A statewide effort by Democrats to keep Gov. Gavin Newsom in office kicked off Saturday in Sonoma County as local political leaders and constituents gathered on the steps of Santa Rosa City Hall.
Approximately 50 people turned out to the rally and march in the late morning, carrying signs and U.S. flags and wearing pins and stickers emblazoned with the slogan “Stop the Republican Recall.”
“This election is bigger than one governor,” said State Sen. Mike McGuire, D-Healdsburg, to the crowd through a bullhorn. “Coming up this fall, our values are on the ballot.”
The lieutenant governor has not yet set a date for the recall vote against Newsom, which Secretary of State Shirley Weber confirmed Wednesday had qualified for placement on a ballot. The certification of 1,719,900 signatures this past week, however, triggered immediate defensive action from Democratic organizers from the state to the local level on behalf of the governor.
In Santa Rosa, the message Saturday was one of both political empowerment and warnings about potential ripple effects if voters see fit to remove Newsom as governor. McGuire was joined by Rohnert Park Vice Mayor Jackie Elward, Sonoma County Supervisor Chris Coursey and Healdsburg City Councilmember Ariel Kelley, among others.
Pat Sabo, chairwoman of the Sonoma County Democratic Party, reminded the attendees at Saturday’s event that Sonoma County led voter turnout in the November 2020 election, as 90.5% of registered voters cast a ballot.
“We are going to have to emulate that to stop this recall,” she said.
A lineup of local Democratic elected officials praised Newsom’s leadership during the COVID-19 pandemic and decried the recall effort as a partisan distraction, based in misinformation about the coronavirus and fueled by money flowing in from national Republican interests.

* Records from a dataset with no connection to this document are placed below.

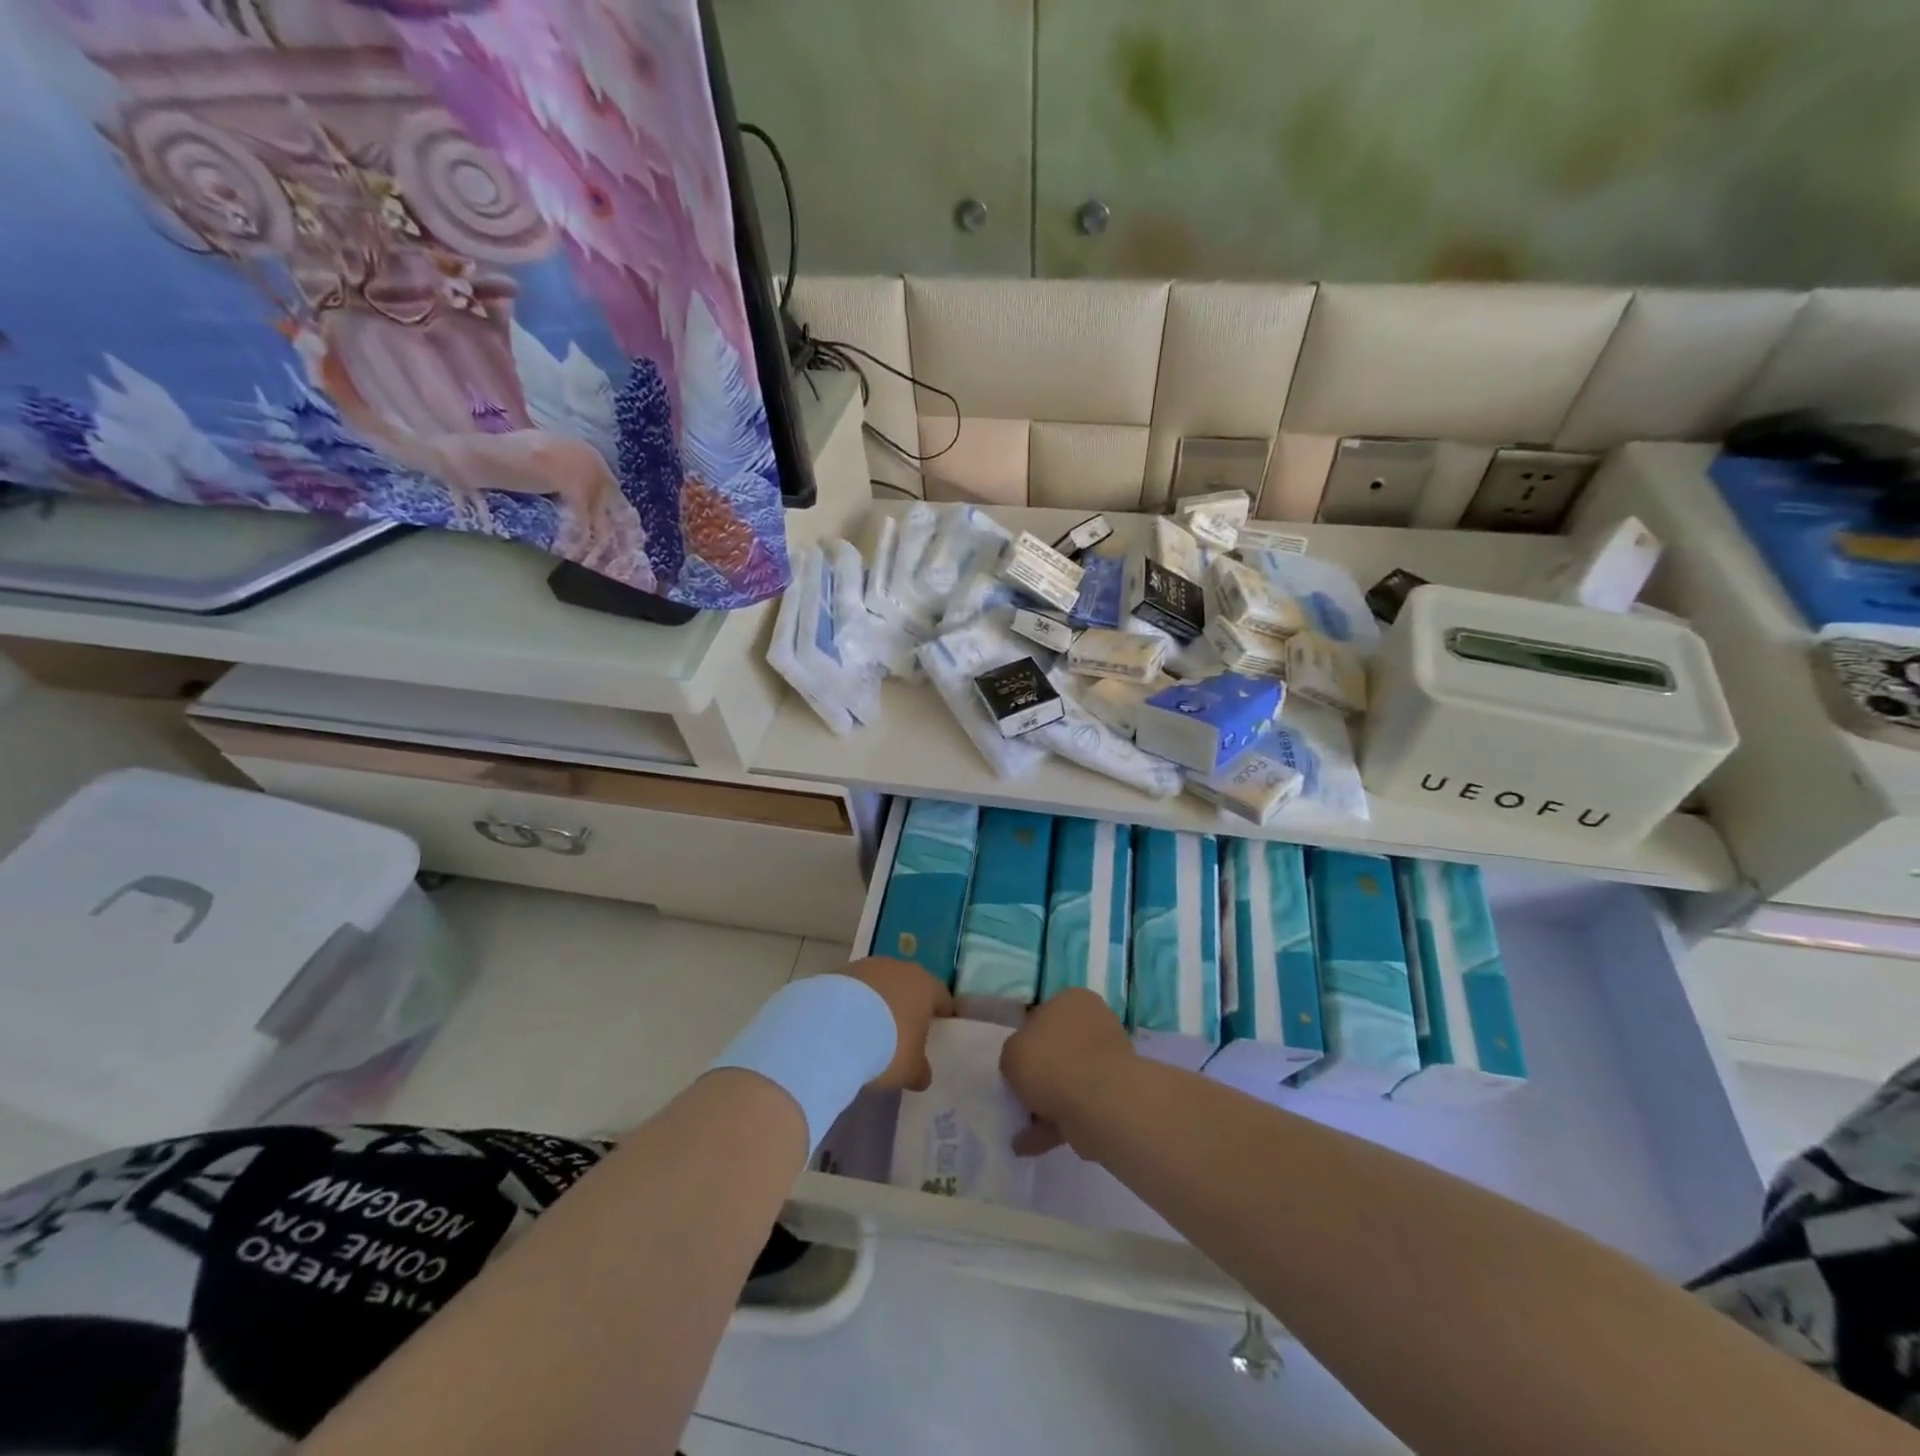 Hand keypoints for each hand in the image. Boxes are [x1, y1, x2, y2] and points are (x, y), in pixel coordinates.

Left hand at [833, 957, 953, 1092]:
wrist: (834, 1028)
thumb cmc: (887, 1046)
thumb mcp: (910, 1069)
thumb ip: (921, 1070)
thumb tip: (923, 1075)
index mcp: (926, 986)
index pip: (943, 998)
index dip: (941, 1016)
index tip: (937, 1032)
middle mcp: (900, 968)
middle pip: (910, 986)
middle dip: (907, 1007)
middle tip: (902, 1033)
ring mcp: (868, 966)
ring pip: (881, 984)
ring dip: (878, 1002)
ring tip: (869, 1030)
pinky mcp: (840, 971)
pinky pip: (856, 989)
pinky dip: (855, 1003)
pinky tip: (846, 1025)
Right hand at [1000, 989, 1135, 1156]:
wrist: (1100, 1102)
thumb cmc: (1051, 1062)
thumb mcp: (1012, 1051)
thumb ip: (1013, 1055)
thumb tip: (1024, 1066)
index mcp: (1073, 1000)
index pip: (1043, 1014)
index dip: (1026, 1039)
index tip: (1015, 1063)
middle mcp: (1095, 1022)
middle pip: (1058, 1048)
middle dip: (1040, 1073)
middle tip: (1019, 1095)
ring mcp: (1109, 1059)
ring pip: (1069, 1079)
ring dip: (1046, 1102)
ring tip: (1020, 1129)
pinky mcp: (1115, 1094)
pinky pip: (1079, 1105)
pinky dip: (1057, 1123)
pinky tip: (1031, 1144) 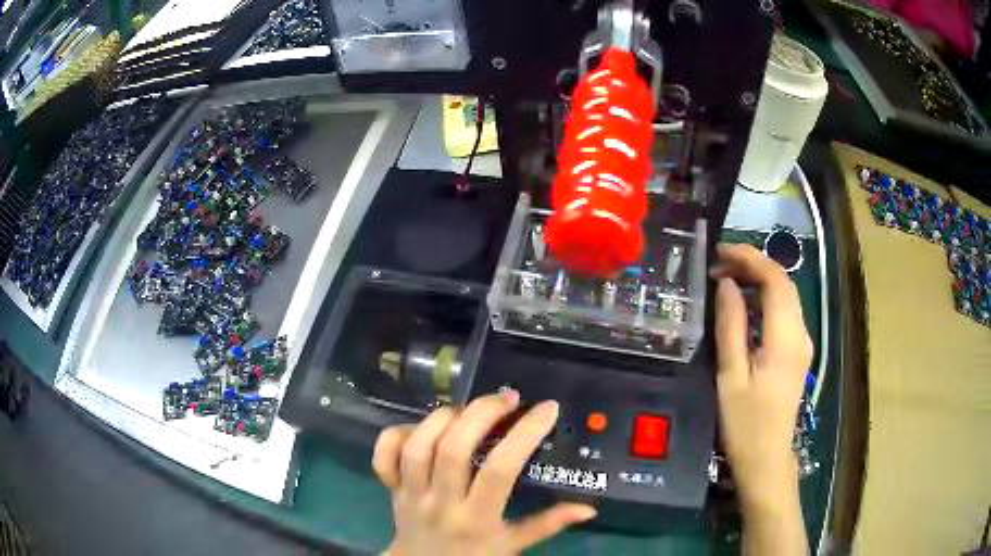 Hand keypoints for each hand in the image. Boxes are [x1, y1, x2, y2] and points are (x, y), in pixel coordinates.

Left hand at [373, 392, 596, 555]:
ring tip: (468, 410)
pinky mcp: (390, 487)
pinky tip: (422, 427)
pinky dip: (398, 433)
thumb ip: (549, 525)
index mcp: (476, 519)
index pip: (499, 471)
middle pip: (453, 449)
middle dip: (481, 413)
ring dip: (443, 417)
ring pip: (418, 446)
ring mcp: (410, 494)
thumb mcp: (513, 546)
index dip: (524, 434)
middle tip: (506, 398)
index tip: (546, 409)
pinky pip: (384, 454)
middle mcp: (441, 503)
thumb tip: (588, 508)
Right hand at [710, 243, 813, 508]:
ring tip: (725, 281)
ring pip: (786, 295)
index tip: (720, 252)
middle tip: (718, 266)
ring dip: (758, 280)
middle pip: (784, 282)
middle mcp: (800, 333)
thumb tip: (727, 284)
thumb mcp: (730, 375)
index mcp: (785, 338)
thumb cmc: (745, 423)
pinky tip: (743, 307)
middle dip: (752, 265)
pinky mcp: (797, 352)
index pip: (776, 279)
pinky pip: (784, 313)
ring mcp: (802, 343)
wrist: (767, 459)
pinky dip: (764, 299)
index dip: (750, 257)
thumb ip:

“What type of ideology will govern California if this recall effort is successful?” said Esther Lemus, Windsor councilwoman. “We’ll end up with a governor from Trump’s party, and we can’t let that happen.”
Lemus and other speakers warned of detrimental effects on homeless residents, immigrants and other groups if Republicans assume control of the state’s highest office.
Former San Diego Mayor Kevin Faulconer and John Cox, a businessman who lost to Newsom in 2018 by a double-digit margin, have both said they are running against Newsom in the recall.
Caitlyn Jenner, former Olympian and longtime Republican, is also in the running.
Sonoma County residents who added their signatures to the recall petitions in the winter and spring cited several reasons for wanting Newsom out of the office. In addition to his management of the pandemic, recall supporters cited California’s high taxes, pro-immigration policies, stringent environmental regulations and rising homelessness.
Matt Heath, chairman of the Sonoma County GOP, could not be reached Saturday for comment about local Republican engagement around the recall.
The Sonoma County GOP said in a post on its website that Republicans are not the only voters in favor of recalling Newsom.
“Many Democrats and Decline to State voters also signed the recall petition,” the post read.
Bill Montgomery, who stood holding a U.S. flag in one hand and a sign supporting Newsom in the other at Saturday morning’s event, said he doesn’t know any Democrats who are in favor of the recall.
“They don’t see any other choice,” he said. “What does the Republican party want to do for California?”
Newsom will be only the second governor in California history to go through a recall vote, though California has seen 54 efforts to recall various governors since the power was enshrined in the state constitution in 1911, according to the secretary of state’s office.